One real-world example: While the human manager-based hiring process can undoubtedly be biased, debate remains over whether algorithmic job application technology undoubtedly removes human bias. The AI learning process could incorporate the biases of the data they are fed — for example, the resumes of top-performing candidates at top firms.
3. People who program A.I. can be biased
The AI Now Institute has also found biases in the people who are creating AI systems. In an April 2019 study, they found that only 15% of the AI staff at Facebook are women, and only 4% of their total workforce are black. Google's workforce is even less diverse, with only 10% of their AI staff being women and 2.5% of their workers black.
Joy Buolamwini, a computer scientist at MIT, found during her research on a project that would project digital masks onto a mirror, that the generic facial recognition software she was using would not identify her face unless she used a white colored mask.
She found that her system could not identify the face of a black woman, because the data set it was running on were overwhelmingly lighter-skinned.
"Quite clearly, it's not a solved problem," West said. "It's actually a very real problem that keeps resurfacing in AI systems on a weekly, almost daily basis."
4. Algorithms are not public information
AI algorithms are completely proprietary to the company that created them.
"Researchers face really significant challenges understanding where there's algorithmic bias because so many of them are opaque," West said.
Even if we could see them, it doesn't mean we would understand, says co-director of the Digital Platforms and Democracy Project, and Shorenstein Fellow at Harvard University, Dipayan Ghosh.

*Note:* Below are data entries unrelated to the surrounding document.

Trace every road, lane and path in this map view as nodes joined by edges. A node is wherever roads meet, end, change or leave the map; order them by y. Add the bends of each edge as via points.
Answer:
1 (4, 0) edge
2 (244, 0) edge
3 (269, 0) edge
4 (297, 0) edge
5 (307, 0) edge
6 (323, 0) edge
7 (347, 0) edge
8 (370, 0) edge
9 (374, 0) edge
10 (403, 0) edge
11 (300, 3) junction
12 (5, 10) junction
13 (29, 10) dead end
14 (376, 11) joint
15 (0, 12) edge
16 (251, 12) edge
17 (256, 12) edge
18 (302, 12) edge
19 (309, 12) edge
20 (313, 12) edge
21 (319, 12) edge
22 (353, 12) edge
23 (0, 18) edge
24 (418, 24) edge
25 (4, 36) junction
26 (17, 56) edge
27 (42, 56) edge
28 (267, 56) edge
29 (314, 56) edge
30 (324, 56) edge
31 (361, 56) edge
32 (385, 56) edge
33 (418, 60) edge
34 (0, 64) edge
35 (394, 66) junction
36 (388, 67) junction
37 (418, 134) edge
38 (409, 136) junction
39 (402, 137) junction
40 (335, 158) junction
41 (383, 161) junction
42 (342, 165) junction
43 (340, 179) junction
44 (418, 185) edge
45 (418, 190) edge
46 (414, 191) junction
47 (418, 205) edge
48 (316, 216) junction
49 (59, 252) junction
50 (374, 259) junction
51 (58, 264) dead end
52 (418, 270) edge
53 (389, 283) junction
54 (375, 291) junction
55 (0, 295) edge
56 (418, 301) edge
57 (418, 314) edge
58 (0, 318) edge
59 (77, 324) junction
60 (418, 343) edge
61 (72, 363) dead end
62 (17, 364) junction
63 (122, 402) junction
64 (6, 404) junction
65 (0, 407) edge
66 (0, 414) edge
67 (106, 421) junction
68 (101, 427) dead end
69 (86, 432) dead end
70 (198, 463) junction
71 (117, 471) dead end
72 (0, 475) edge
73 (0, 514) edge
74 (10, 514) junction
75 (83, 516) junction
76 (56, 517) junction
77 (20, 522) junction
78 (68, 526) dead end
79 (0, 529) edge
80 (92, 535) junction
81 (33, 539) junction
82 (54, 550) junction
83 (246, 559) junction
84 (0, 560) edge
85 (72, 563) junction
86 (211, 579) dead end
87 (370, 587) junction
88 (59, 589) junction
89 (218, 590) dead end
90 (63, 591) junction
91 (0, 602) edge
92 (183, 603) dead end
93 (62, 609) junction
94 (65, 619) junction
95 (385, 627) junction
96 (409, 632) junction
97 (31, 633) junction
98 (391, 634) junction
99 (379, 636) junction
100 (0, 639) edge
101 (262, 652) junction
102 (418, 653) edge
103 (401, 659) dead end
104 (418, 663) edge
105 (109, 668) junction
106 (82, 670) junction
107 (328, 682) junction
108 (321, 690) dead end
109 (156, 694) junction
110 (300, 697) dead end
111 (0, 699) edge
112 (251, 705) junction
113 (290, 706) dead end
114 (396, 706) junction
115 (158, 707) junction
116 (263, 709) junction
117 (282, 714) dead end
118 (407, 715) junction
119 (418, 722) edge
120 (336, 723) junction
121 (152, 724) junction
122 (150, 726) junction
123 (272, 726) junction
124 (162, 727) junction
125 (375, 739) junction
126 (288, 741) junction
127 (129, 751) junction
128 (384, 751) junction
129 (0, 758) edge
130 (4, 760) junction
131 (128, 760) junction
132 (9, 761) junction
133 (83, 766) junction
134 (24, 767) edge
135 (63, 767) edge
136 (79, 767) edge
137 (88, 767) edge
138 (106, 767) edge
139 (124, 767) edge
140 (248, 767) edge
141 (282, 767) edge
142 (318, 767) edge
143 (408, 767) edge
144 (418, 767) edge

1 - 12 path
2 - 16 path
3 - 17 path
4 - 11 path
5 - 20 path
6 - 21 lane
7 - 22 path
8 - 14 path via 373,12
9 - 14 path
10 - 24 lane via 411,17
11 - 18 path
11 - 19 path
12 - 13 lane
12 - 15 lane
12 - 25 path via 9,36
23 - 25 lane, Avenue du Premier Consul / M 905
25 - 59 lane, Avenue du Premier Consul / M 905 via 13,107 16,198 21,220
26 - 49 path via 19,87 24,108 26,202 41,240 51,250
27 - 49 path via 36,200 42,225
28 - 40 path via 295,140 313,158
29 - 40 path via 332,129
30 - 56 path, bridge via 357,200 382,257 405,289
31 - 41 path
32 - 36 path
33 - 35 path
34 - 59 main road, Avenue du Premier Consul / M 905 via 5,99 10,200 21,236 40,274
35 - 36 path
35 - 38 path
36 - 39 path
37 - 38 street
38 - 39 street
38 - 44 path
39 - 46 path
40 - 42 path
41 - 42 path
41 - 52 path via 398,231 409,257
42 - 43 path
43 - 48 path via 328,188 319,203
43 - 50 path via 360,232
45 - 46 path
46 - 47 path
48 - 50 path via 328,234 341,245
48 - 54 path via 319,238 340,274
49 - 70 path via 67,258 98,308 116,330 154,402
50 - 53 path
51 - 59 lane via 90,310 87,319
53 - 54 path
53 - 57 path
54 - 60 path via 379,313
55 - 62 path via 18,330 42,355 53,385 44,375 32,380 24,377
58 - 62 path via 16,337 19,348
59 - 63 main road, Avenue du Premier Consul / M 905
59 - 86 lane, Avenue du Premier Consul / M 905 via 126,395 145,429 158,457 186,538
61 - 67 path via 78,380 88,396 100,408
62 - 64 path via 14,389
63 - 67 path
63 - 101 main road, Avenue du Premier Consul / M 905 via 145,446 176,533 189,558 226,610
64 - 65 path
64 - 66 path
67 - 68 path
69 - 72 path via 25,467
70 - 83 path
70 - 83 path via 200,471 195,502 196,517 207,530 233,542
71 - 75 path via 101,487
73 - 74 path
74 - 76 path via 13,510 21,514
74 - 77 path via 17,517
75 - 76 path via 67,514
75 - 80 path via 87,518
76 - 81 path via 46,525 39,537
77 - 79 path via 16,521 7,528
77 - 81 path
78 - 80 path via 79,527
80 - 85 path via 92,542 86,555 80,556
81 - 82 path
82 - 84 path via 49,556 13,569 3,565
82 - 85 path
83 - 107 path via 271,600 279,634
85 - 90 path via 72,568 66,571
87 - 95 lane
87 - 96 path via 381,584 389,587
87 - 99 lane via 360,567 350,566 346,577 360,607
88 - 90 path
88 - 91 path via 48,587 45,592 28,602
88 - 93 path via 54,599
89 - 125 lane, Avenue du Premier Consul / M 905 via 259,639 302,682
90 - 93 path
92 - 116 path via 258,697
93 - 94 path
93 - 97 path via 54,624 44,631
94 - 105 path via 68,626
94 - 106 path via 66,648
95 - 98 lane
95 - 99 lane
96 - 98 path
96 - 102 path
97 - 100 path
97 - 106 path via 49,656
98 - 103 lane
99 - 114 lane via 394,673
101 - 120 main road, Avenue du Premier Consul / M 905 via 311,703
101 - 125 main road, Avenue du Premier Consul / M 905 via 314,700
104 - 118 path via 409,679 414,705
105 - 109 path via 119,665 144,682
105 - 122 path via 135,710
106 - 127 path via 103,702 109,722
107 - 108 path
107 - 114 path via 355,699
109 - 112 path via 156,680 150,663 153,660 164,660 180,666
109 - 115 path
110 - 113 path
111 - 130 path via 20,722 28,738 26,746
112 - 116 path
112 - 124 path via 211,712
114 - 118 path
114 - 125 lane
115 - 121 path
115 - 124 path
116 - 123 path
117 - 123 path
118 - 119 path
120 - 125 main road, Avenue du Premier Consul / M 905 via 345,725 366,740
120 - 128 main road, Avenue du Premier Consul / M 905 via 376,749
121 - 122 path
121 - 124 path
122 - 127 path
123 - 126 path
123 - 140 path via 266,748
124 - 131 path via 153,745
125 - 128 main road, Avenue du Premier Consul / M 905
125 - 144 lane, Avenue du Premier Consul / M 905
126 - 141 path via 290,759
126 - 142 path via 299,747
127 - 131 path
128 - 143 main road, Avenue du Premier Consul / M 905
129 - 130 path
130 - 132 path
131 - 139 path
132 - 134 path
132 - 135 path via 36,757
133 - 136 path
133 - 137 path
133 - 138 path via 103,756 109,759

"It's difficult to draw any conclusions based on source code," Ghosh said. "Apple's proprietary creditworthiness algorithm is something that not even Apple can easily pin down, and say, 'Okay, here is the code for this,' because it probably involves a lot of different sources of data and a lot of different implementations of code to analyze that data in different siloed areas of the company."
To take things a step further, companies like Apple write their code to be legible to Apple employees, and it may not make sense to those outside of the company.
5. There is limited government oversight of A.I.
Right now there is little government oversight of AI systems.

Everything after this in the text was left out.